Have you checked out the forum at DivorceBusting.com - Forums powered by UBB.threadsâ„¢

They are about trying to avoid divorce, but so many people end up divorced even though they are there, that mostly the members are people who are going through a divorce. The gender mix seems pretty balanced, and there are many men who openly discuss their real and raw emotions.


----------



## Holland

Tulanian said:


> ....
> 
> ............................
> I'd love to see more articles addressing the ways that men grieve and cope with divorce. I'd like to see more online forums that are geared towards men dealing with divorce but aren't anti-woman. I'm not sure that I'd necessarily buy self-help books for divorced men, but then I'm really bad about reading those. I have The Seven Habits of Highly Effective People, and I'm pretty sure one of those would include reading past the first page. Same goes for the various books I have on dealing with autism in the workplace.
> 
> 
> 
> I can't speak for anyone else, but you definitely won't hear ME saying that divorce in general is "all women's fault" and I would never, EVER, claim that my wife is solely to blame for our split. I wouldn't even say she's predominantly to blame. I've put her through a lot, and she stayed years longer than the majority of people probably would have.
> 
> I don't think one needs to have a victim's mentality in order to wish for more available resources. You can see yourself as fully responsible, or jointly responsible for what happened, but still feel like you could use some help dealing.
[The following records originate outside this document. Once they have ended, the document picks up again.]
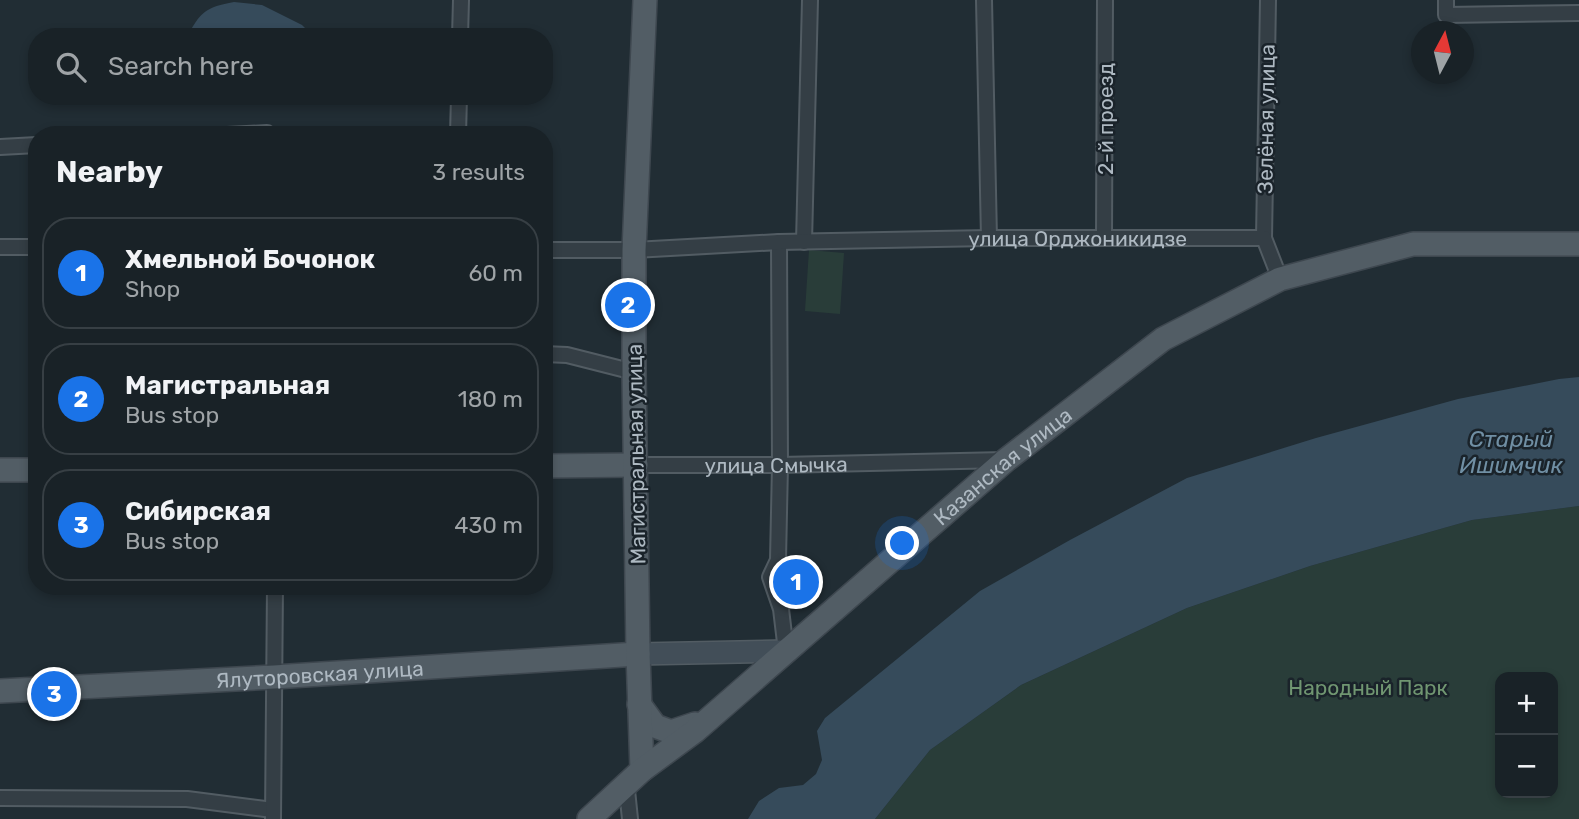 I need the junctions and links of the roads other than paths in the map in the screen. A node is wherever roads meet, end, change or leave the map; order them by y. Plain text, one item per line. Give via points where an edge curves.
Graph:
1 (461, 0) edge
2 (645, 0) edge
3 (810, 0) edge
4 (984, 0) edge
5 (1105, 0) edge
6 (1268, 0) edge
7 (1446, 0) edge
8 (1579, 13) edge
9 (460, 28) edge
10 (459, 105) edge
11 (458, 126) edge
12 (28, 145) edge
13 (0, 147) edge
14 (989, 238) junction
15 (1104, 238) junction
16 (1264, 238) junction
17 (779, 242) junction
18 (804, 242) junction
19 (1579, 244) edge
20 (0, 247) edge
21 (28, 247) edge
22 (553, 250) edge
23 (634, 250) junction
24 (1280, 279) junction
25 (553, 354) edge
26 (634, 372) junction
27 (1006, 460) junction
28 (636, 465) junction
29 (780, 465) junction
30 (553, 466) edge
31 (0, 470) edge
32 (28, 470) edge
33 (275, 595) edge
34 (786, 651) junction
35 (638, 654) junction
36 (274, 677) junction
37 (0, 691) edge
38 (639, 704) junction
39 (710, 718) junction
40 (642, 770) junction
41 (0, 798) edge
42 (273, 814) edge
43 (589, 819) edge
44 (630, 819) edge

1 - 9 street
2 - 23 main road, Магистральная улица
3 - 18 street
4 - 14 street
5 - 15 street, 2-й проезд
6 - 16 street, Зелёная улица
7 - 8 street via 1446,15
10 - 11 street
12 - 13 street
14 - 15 street, улица Орджоникидзе
14 - 18 street, улица Орджоникидзе
15 - 16 street, улица Орджоникидзе
16 - 24 street
17 - 18 street, улица Орджоникидзе
17 - 23 street, улица Орджоникидзе
17 - 29 street
19 - 24 main road via 1413,244
20 - 21 street
22 - 23 street, улица Орджоникидзе
23 - 26 main road, Магистральная улица
24 - 27 main road, Казанская улица via 1164,339
25 - 26 street
26 - 28 main road, Магистральная улица
27 - 29 street, улица Смычка
27 - 34 main road, Казанская улица
28 - 29 street, улица Смычка
28 - 30 main road, улица Смычка
28 - 35 main road, Магистральная улица
29 - 34 street via 778,559 770,577 781,609
31 - 32 main road
33 - 36 street
34 - 35 street
34 - 39 main road, Казанская улица
35 - 36 main road, Ялуторовская улица
35 - 38 main road, Магистральная улица
36 - 37 main road, Ялуторовская улица
36 - 42 street
38 - 39 main road via 655,726 671,732
38 - 40 main road, Магистральная улица
39 - 40 main road, Казанская улица
40 - 43 main road, Казанская улица
40 - 44 street, Магистральная улица via 626,790
41 - 42 street via 187,799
In that case I would again suggest this is possibly a cultural problem. Here in Aussie ALL parents that are divorcing are required (but cannot be legally forced) to go through a Govt. funded "parenting through divorce" short course. There is info and support given which is gender specific and in equal amounts to both men and women. We have a Govt funded relationships support service which is accessible by ALL residents.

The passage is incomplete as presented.